Climate Reality dwells on the progress made outside the federal government, even on election day.

They're clear on it.  It's defiance.  It's working on other levels, in other ways.  It's going to make for some strange allies.  The hope of the climate is apparently now China, which seems about right, being as crazy as the election.  But it could happen, and  at best it will doom the US--and the so-called American values-- to being a second class nation in every respect.  Maybe that's all this country can handle.

Scanning the news, apart from previews of the coming apocalypse, there are the many efforts to normalize the situation.  The peaceful transfer of power is in some sense part of the job, but what must it feel like?  To me it feels like observing Germany in 1933, as Hitler became the elected chancellor.

I try to avoid a bitter version of Schadenfreude for what some of these previously powerful people are going through, as a result of their failures.  What must it be like, for example, to be a persona in the news media and have to treat this is a normal political transfer of power?  An ignorant demagogue that the compromises and failures of media helped to happen?  Knowing as well that any false step could soon bring powerful wrath down on them?

Do the Democrats realize that they've failed just once too often? Do Susan Surandon and Jill Stein realize their self-indulgence contributed to this?  Of course not--that's the definition of their self-indulgence.   Why hasn't James Comey resigned in shame?  Why hasn't he been fired?

Most of these people are millionaires.  They'll be fine, except for living with profound humiliation, if they're capable of it.

How many of them are going to be heiling Hitler in three months?

It will be other people who will take the brunt, and the slaughter of other life on this planet accelerates to its doom.

Can you even imagine what the inauguration is going to like?  All the white faces gathered in hate, as Americans gape at their TVs and smartphones to see a profoundly ignorant man be handed the most powerful office in the world, a man who can't read a briefing book to save his life, or ours?  A profoundly sick man to lead a profoundly sick and sickened country, and a riven world.

I haven't been able to stomach reading much on all this, but I did read David Remnick in the New Yorker:

"On January 20, 2017, we will bid farewell to the first African-American President—a man of integrity, dignity, and generous spirit—and witness the inauguration of a con who did little to spurn endorsement by forces of xenophobia and white supremacy.

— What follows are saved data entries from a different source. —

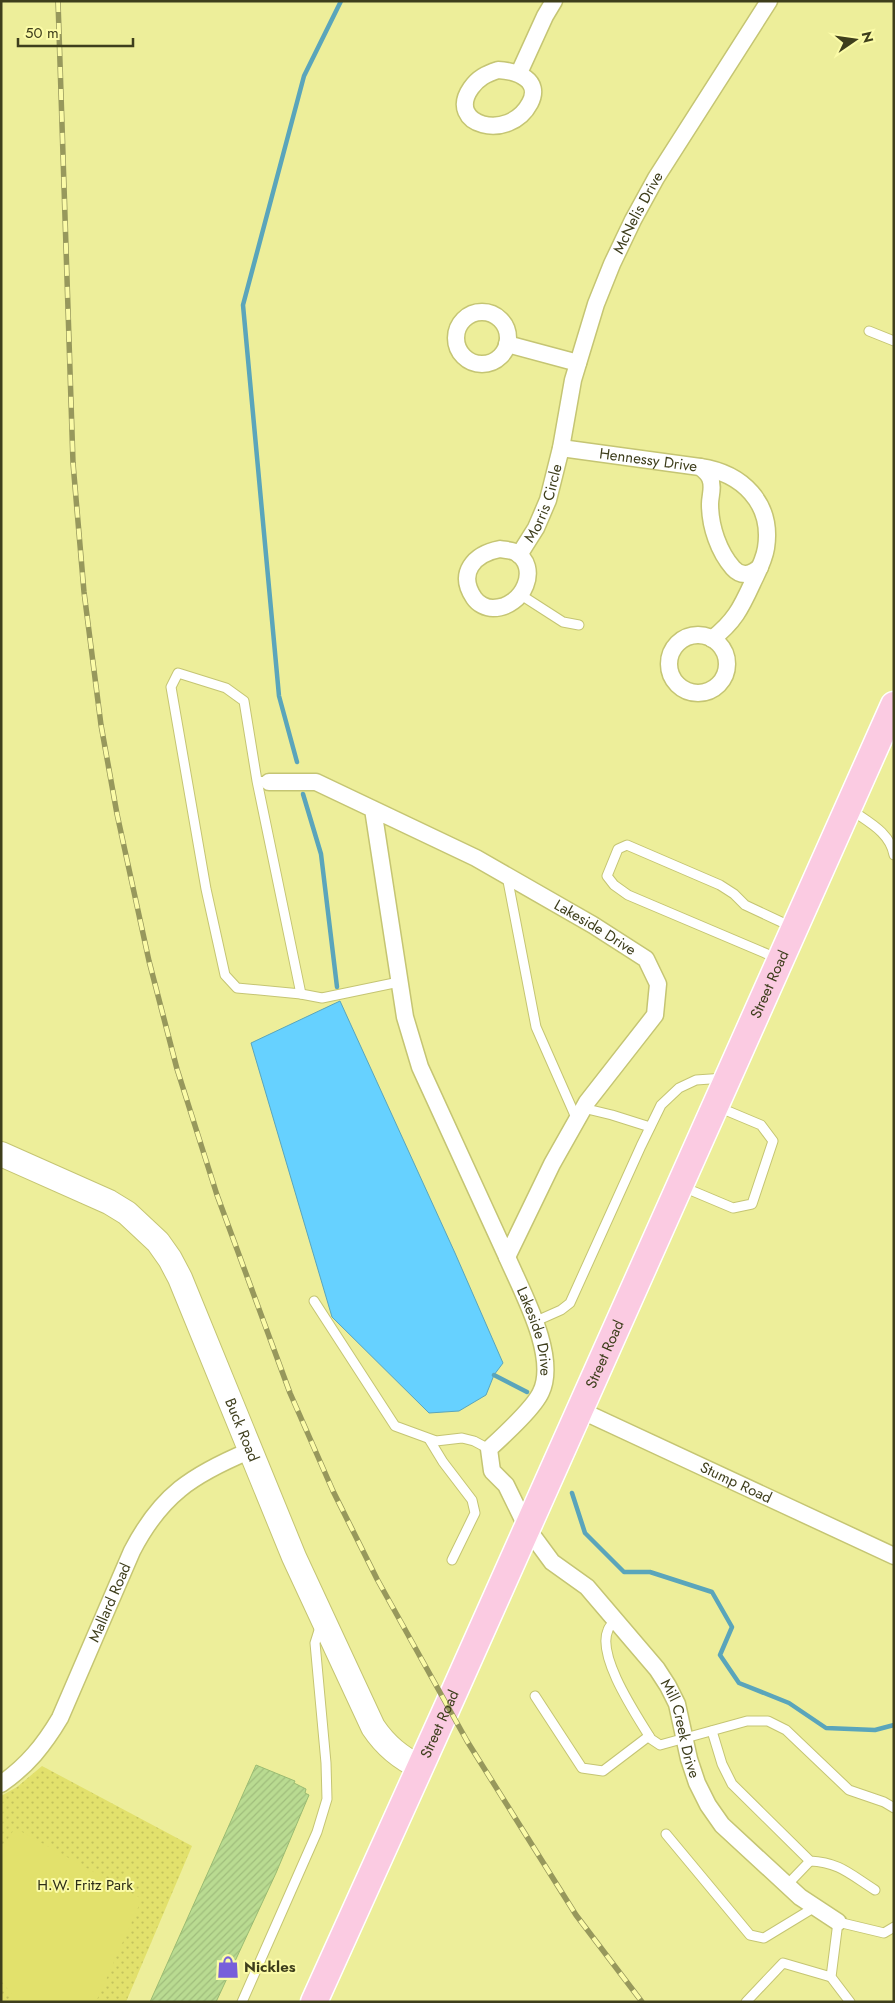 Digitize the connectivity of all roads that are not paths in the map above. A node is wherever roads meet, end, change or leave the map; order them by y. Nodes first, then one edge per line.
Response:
1 (554, 1) edge
2 (769, 1) edge
3 (519, 73) dead end
4 (869, 331) dead end
5 (894, 341) edge
6 (507, 344) dead end
7 (578, 363) junction
8 (561, 448) junction
9 (700, 467) junction
10 (519, 555) junction
11 (753, 571) junction
12 (521, 595) junction
13 (579, 625) dead end
14 (712, 639) dead end
15 (894, 705) edge
16 (263, 782) junction
17 (848, 808) junction
18 (373, 810) junction
19 (894, 855) edge
20 (507, 876) junction
21 (795, 928) junction
22 (780, 960) junction
23 (399, 982) junction
24 (301, 994) junction
25 (728, 1078) junction
26 (715, 1106) junction
27 (580, 1114) junction
28 (650, 1127) junction
29 (1, 1154) edge
30 (680, 1185) junction
31 (507, 1258) junction
32 (314, 1301) dead end
33 (534, 1322) junction
34 (580, 1410) junction
35 (429, 1439) junction
36 (489, 1449) junction
37 (249, 1451) junction
38 (527, 1528) junction
39 (894, 1556) edge
40 (452, 1560) dead end
41 (323, 1620) junction
42 (615, 1621) junction
43 (535, 1696) dead end
44 (712, 1731) junction
45 (649, 1736) junction
46 (685, 1739) junction
47 (420, 1767) junction
48 (1, 1784) edge
49 (894, 1808) edge
50 (666, 1834) dead end
51 (810, 1861) junction
52 (787, 1885) junction
53 (874, 1890) dead end
54 (816, 1907) junction
55 (838, 1922) junction
56 (894, 1927) edge
57 (831, 1977) junction
58 (242, 2002) edge
59 (314, 2002) edge
60 (746, 2002) edge
61 (850, 2002) edge

1 - 3 street
2 - 7 street, McNelis Drive
4 - 5 lane
6 - 7 street
7 - 8 street, McNelis Drive
8 - 9 street, Hennessy Drive
8 - 10 street, Morris Circle
9 - 11 street, Hennessy Drive
9 - 11 street
10 - 12 street, Morris Circle
10 - 12 street, Morris Circle
11 - 14 street
12 - 13 lane
15 - 17 main road, Street Road
16 - 18 street, Lakeside Drive
16 - 24 lane
16 - 24 lane
17 - 19 lane
17 - 21 main road, Street Road
18 - 20 street, Lakeside Drive
18 - 23 street, Lakeside Drive
20 - 27 lane
20 - 27 street, Lakeside Drive
21 - 22 main road, Street Road
21 - 22 lane
22 - 25 main road, Street Road
23 - 24 lane
23 - 31 street, Lakeside Drive
25 - 26 main road, Street Road
25 - 28 lane
26 - 30 main road, Street Road
26 - 30 lane
27 - 28 lane
27 - 31 street, Lakeside Drive
28 - 33 lane
29 - 37 street, Buck Road
30 - 34 main road, Street Road
31 - 33 street, Lakeside Drive
32 - 35 lane
33 - 36 street, Lakeside Drive
34 - 38 main road, Street Road
34 - 39 street, Stump Road
35 - 36 lane
35 - 40 lane
36 - 38 street
37 - 41 street, Buck Road
37 - 48 street, Mallard Road
38 - 42 street, Mill Creek Drive
38 - 47 main road, Street Road
41 - 47 street, Buck Road
41 - 58 lane
42 - 45 lane
42 - 46 street, Mill Creek Drive
43 - 45 lane
44 - 46 lane
44 - 49 lane
44 - 51 lane
45 - 46 lane
46 - 52 street, Mill Creek Drive
47 - 59 main road, Street Road
50 - 54 lane
51 - 52 lane
51 - 53 lane
52 - 54 street, Mill Creek Drive
54 - 55 street, Mill Creek Drive
55 - 56 lane
55 - 57 lane
57 - 60 lane
57 - 61 lane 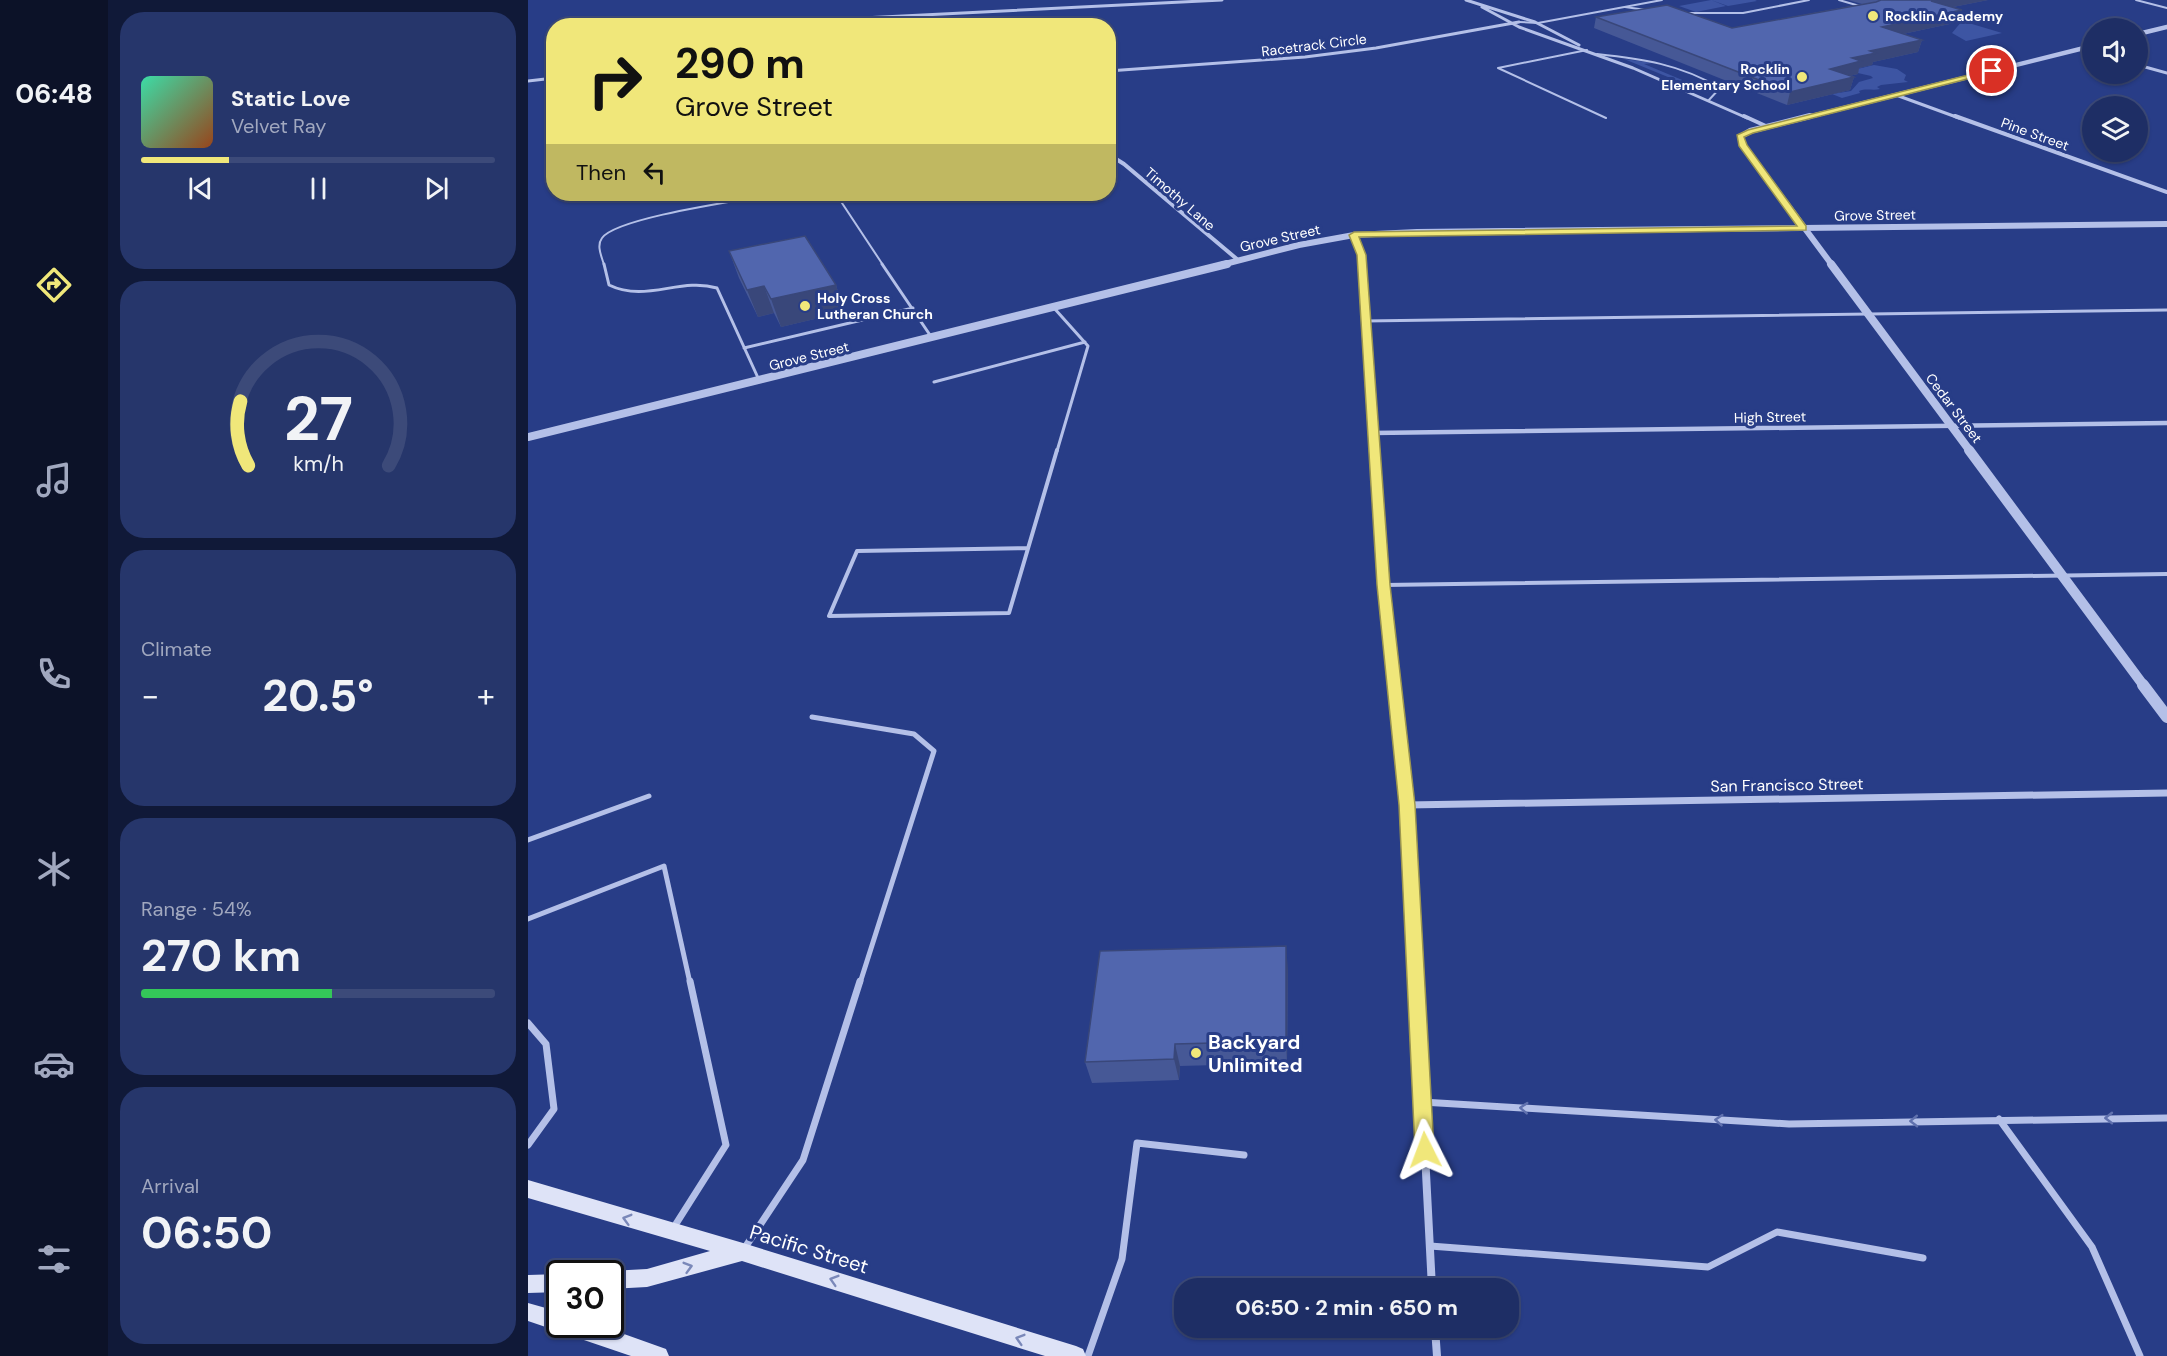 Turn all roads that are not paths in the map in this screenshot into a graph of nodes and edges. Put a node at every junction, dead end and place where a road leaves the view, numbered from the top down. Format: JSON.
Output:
{"nodes":[{"id":1,"x":1221,"y":0,"type":"edge"},
{"id":2,"x":1466,"y":0,"type":"edge"},
{"id":3,"x":1662,"y":0,"type":"edge"},
{"id":4,"x":1809,"y":0,"type":"edge"},
{"id":5,"x":1839,"y":0,"type":"edge"},
{"id":6,"x":2136,"y":0,"type":"edge"},
{"id":7,"x":1482,"y":7,"type":"junction"},
{"id":8,"x":1625,"y":7,"type":"junction"},
{"id":9,"x":2167,"y":8,"type":"edge"},
{"id":10,"x":1868,"y":9,"type":"edge"},
{"id":11,"x":1652,"y":10,"type":"edge"},
{"id":12,"x":1686,"y":13,"type":"edge"},
{"id":13,"x":853,"y":18,"type":"edge"},
{"id":14,"x":1519,"y":22,"type":"joint"},
{"id":15,"x":1532,"y":22,"type":"junction"},
{"id":16,"x":1513,"y":23,"type":"junction"},
{"id":17,"x":2167,"y":27,"type":"edge"},
{"id":18,"x":2148,"y":32,"type":"edge"},
{"id":19,"x":2082,"y":48,"type":"edge"},
{"id":20,"x":1587,"y":50,"type":"junction"},
{"id":21,"x":1597,"y":54,"type":"junction"},
{"id":22,"x":2148,"y":67,"type":"edge"},
{"id":23,"x":1116,"y":69,"type":"edge"},
{"id":24,"x":2167,"y":73,"type":"edge"},
{"id":25,"x":546,"y":79,"type":"edge"},
{"id":26,"x":528,"y":81,"type":"edge"},
{"id":27,"x":1896,"y":95,"type":"junction"},
{"id":28,"x":1708,"y":101,"type":"junction"},
{"id":29,"x":1606,"y":118,"type":"dead end"},
{"id":30,"x":1768,"y":127,"type":"junction"},
{"id":31,"x":1116,"y":159,"type":"edge"},
{"id":32,"x":2167,"y":192,"type":"edge"},
{"id":33,"x":740,"y":201,"type":"edge"},
{"id":34,"x":841,"y":201,"type":"edge"},
{"id":35,"x":2167,"y":224,"type":"edge"},
{"id":36,"x":1803,"y":228,"type":"junction"},
{"id":37,"x":1354,"y":235,"type":"junction"},
{"id":38,"x":1238,"y":260,"type":"junction"},
{"id":39,"x":913,"y":308,"type":"junction"},
{"id":40,"x":1054,"y":308,"type":"junction"},
{"id":41,"x":2167,"y":310,"type":"edge"},
{"id":42,"x":1868,"y":315,"type":"junction"},
{"id":43,"x":1365,"y":321,"type":"junction"},
{"id":44,"x":932,"y":338,"type":"junction"},
{"id":45,"x":1084,"y":342,"type":"junction"},
{"id":46,"x":744,"y":348,"type":"junction"},
{"id":47,"x":759,"y":380,"type":"junction"},
{"id":48,"x":934,"y":382,"type":"dead end"},
{"id":49,"x":2167,"y":423,"type":"edge"},
{"id":50,"x":1952,"y":427,"type":"junction"},
{"id":51,"x":1373,"y":433,"type":"junction"},
{"id":52,"x":528,"y":437,"type":"edge"},
{"id":53,"x":1028,"y":548,"type":"junction"},
{"id":54,"x":2167,"y":574,"type":"edge"},
{"id":55,"x":2061,"y":576,"type":"junction"},
{"id":56,"x":1384,"y":585,"type":"junction"},
{"id":57,"x":812,"y":717,"type":"dead end"},
{"id":58,"x":2167,"y":717,"type":"edge"},
{"id":59,"x":2167,"y":793,"type":"edge"},
{"id":60,"x":649,"y":796,"type":"dead end"},
{"id":61,"x":1407,"y":805,"type":"junction"},
{"id":62,"x":528,"y":840,"type":"edge"},
{"id":63,"x":528,"y":919,"type":"edge"},
{"id":64,"x":528,"y":1023,"type":"edge"},
{"id":65,"x":1422,"y":1102,"type":"junction"},
{"id":66,"x":2167,"y":1118,"type":"edge"},
{"id":67,"x":1999,"y":1119,"type":"junction"},
{"id":68,"x":528,"y":1145,"type":"edge"},
{"id":69,"x":1244,"y":1155,"type":"dead end"},
{"id":70,"x":528,"y":1189,"type":"edge"},
{"id":71,"x":670,"y":1232,"type":"junction"},
{"id":72,"x":1430,"y":1245,"type":"junction"},
{"id":73,"x":743,"y":1252,"type":"junction"},
{"id":74,"x":1923,"y":1258,"type":"dead end"},
{"id":75,"x":1432,"y":1278,"type":"edge"},
{"id":76,"x":624,"y":1279,"type":"edge"},
{"id":77,"x":546,"y":1283,"type":"edge"},
{"id":78,"x":528,"y":1284,"type":"edge"},
{"id":79,"x":528,"y":1312,"type":"edge"},
{"id":80,"x":546,"y":1318,"type":"edge"},
{"id":81,"x":607,"y":1338,"type":"edge"},
{"id":82,"x":1436,"y":1338,"type":"edge"},
{"id":83,"x":659,"y":1356,"type":"edge"},
{"id":84,"x":1076,"y":1356,"type":"edge"},
{"id":85,"x":1088,"y":1356,"type":"edge"},
{"id":86,"x":1437,"y":1356,"type":"edge"},
{"id":87,"x":2140,"y":1356,"type":"edge"}],
"edges":[{"from":1,"to":13,"type":"street"},
{"from":2,"to":7,"type":"street"},
{"from":3,"to":8,"type":"lane"},
{"from":4,"to":12,"type":"lane"},
{"from":5,"to":10,"type":"lane"},
{"from":6,"to":9,"type":"lane"},
{"from":7,"to":15,"type":"street"},
{"from":7,"to":16,"type":"street"},
{"from":8,"to":11,"type":"lane"},
{"from":8,"to":15,"type":"lane"},
{"from":14,"to":15,"type":"lane"},
{"from":14,"to":16,"type":"street","name":"Racetrack Circle"},
{"from":15,"to":20,"type":"street"},
{"from":16,"to":20,"type":"street"},
{"from":16,"to":23,"type":"street","name":"Racetrack Circle"},
{"from":17,"to":18,"type":"street"},
{"from":19,"to":27,"type":"street"},
{"from":20,"to":21,"type":"street"},
{"from":20,"to":29,"type":"lane"},
{"from":21,"to":28,"type":"street"},
{"from":21,"to":28,"type":"lane"},
{"from":22,"to":24,"type":"street"},
{"from":25,"to":26,"type":"street"},
{"from":27,"to":30,"type":"street"},
{"from":27,"to":32,"type":"street","name":"Pine Street"},
{"from":28,"to":30,"type":"street"},
{"from":30,"to":36,"type":"street","name":"Cedar Street"},
{"from":31,"to":38,"type":"street","name":"Timothy Lane"},
{"from":33,"to":46,"type":"lane"},
{"from":34,"to":39,"type":"lane"},
{"from":35,"to":36,"type":"street","name":"Grove Street"},
{"from":36,"to":37,"type":"street","name":"Grove Street"},
{"from":36,"to":42,"type":"street","name":"Cedar Street"},
{"from":37,"to":38,"type":"street","name":"Grove Street"},
{"from":37,"to":43,"type":"street"},
{"from":38,"to":40,"type":"street","name":"Grove Street"},
{"from":39,"to":44,"type":"lane"},
{"from":39,"to":46,"type":"lane"},
{"from":40,"to":44,"type":"street","name":"Grove Street"},
{"from":40,"to":45,"type":"lane"},
{"from":41,"to":42,"type":"lane"},
{"from":42,"to":43,"type":"lane"},
{"from":42,"to":50,"type":"street","name":"Cedar Street"},
{"from":43,"to":51,"type":"street"},
{"from":44,"to":47,"type":"street","name":"Grove Street"},
{"from":45,"to":48,"type":"lane"},
{"from":45,"to":53,"type":"lane"},
{"from":46,"to":47,"type":"lane"},
{"from":47,"to":52,"type":"street","name":"Grove Street"},
{"from":49,"to":50,"type":"street","name":"High Street"},
{"from":50,"to":51,"type":"street","name":"High Street"},
{"from":50,"to":55,"type":"street","name":"Cedar Street"},
{"from":51,"to":56,"type":"street"},
{"from":53,"to":53,"type":"lane"},
{"from":54,"to":55,"type":"lane"},
{"from":55,"to":56,"type":"lane"},
{"from":55,"to":58,"type":"street","name":"Cedar Street"},
{"from":56,"to":61,"type":"street"},
{"from":57,"to":73,"type":"lane"},
{"from":59,"to":61,"type":"street","name":"San Francisco Street"},
{"from":60,"to":62,"type":"lane"},
{"from":61,"to":65,"type":"street"},
{"from":63,"to":71,"type":"lane"},
{"from":64,"to":68,"type":"lane"},
{"from":67,"to":65,"type":"lane","one_way":true},
{"from":65,"to":72,"type":"street"},
{"from":66,"to":67,"type":"lane","one_way":true},
{"from":67,"to":87,"type":"lane"},
{"from":69,"to":85,"type":"lane"},
{"from":71,"to":70,"type":"main road","name":"Pacific Street","one_way":true},
{"from":71,"to":73,"type":"main road","name":"Pacific Street"},
{"from":72,"to":74,"type":"lane"},
{"from":72,"to":75,"type":"street"},
{"from":76,"to":73,"type":"main road","one_way":true},
{"from":84,"to":73,"type":"main road","name":"Pacific Street","one_way":true},
{"from":77,"to":78,"type":"main road"},
{"from":79,"to":80,"type":"main road"},
{"from":81,"to":83,"type":"main road"},
{"from":82,"to":86,"type":"street"}]} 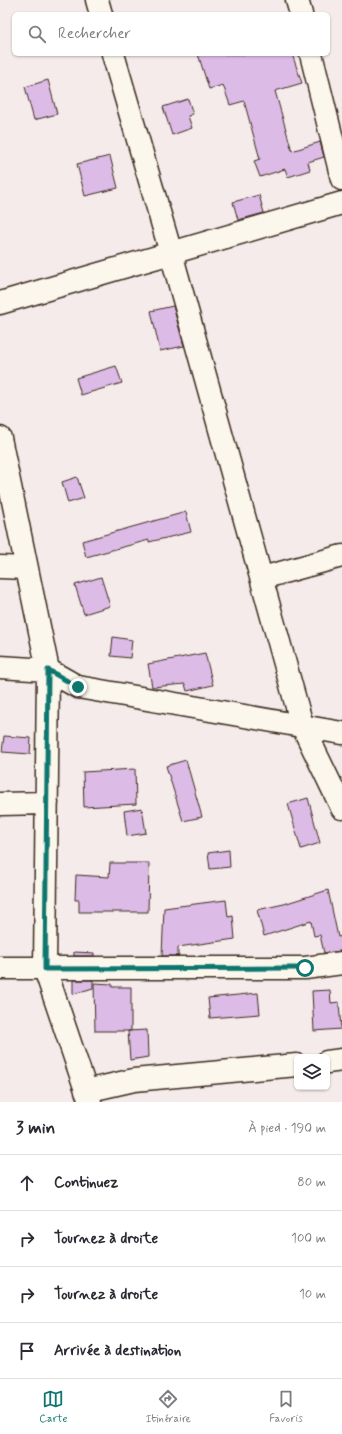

It is impossible to react to this moment with anything less than revulsion and profound anxiety...

All along, Trump seemed like a twisted caricature of every rotten reflex of the radical right. That he has prevailed, that he has won this election, is a crushing blow to the spirit; it is an event that will likely cast the country into a period of economic, political, and social uncertainty that we cannot yet imagine. That the electorate has, in its plurality, decided to live in Trump’s world of vanity, hate, arrogance, untruth, and recklessness, his disdain for democratic norms, is a fact that will lead, inevitably, to all manner of national decline and suffering."

"In the coming days, commentators will attempt to normalize this event," he warns, correctly. He recites some of the arguments we're already hearing. "There is no reason to believe this palaver. There is no reason to believe that Trump and his band of associates—Chris Christie, Rudolph Giuliani, Mike Pence, and, yes, Paul Ryan—are in any mood to govern as Republicans within the traditional boundaries of decency."

"For eight years, the country has lived with Barack Obama as its President. Too often, we tried to diminish the racism and resentment that bubbled under the cyber-surface. But the information loop had been shattered."

"To combat authoritarianism, to call out lies, to struggle honorably and fiercely in the name of American ideals—that is what is left to do. That is all there is to do."

I may not be doing that here, but while I am still here, that's my message: it's not normal.  It's not acceptable.  The darkness is coming.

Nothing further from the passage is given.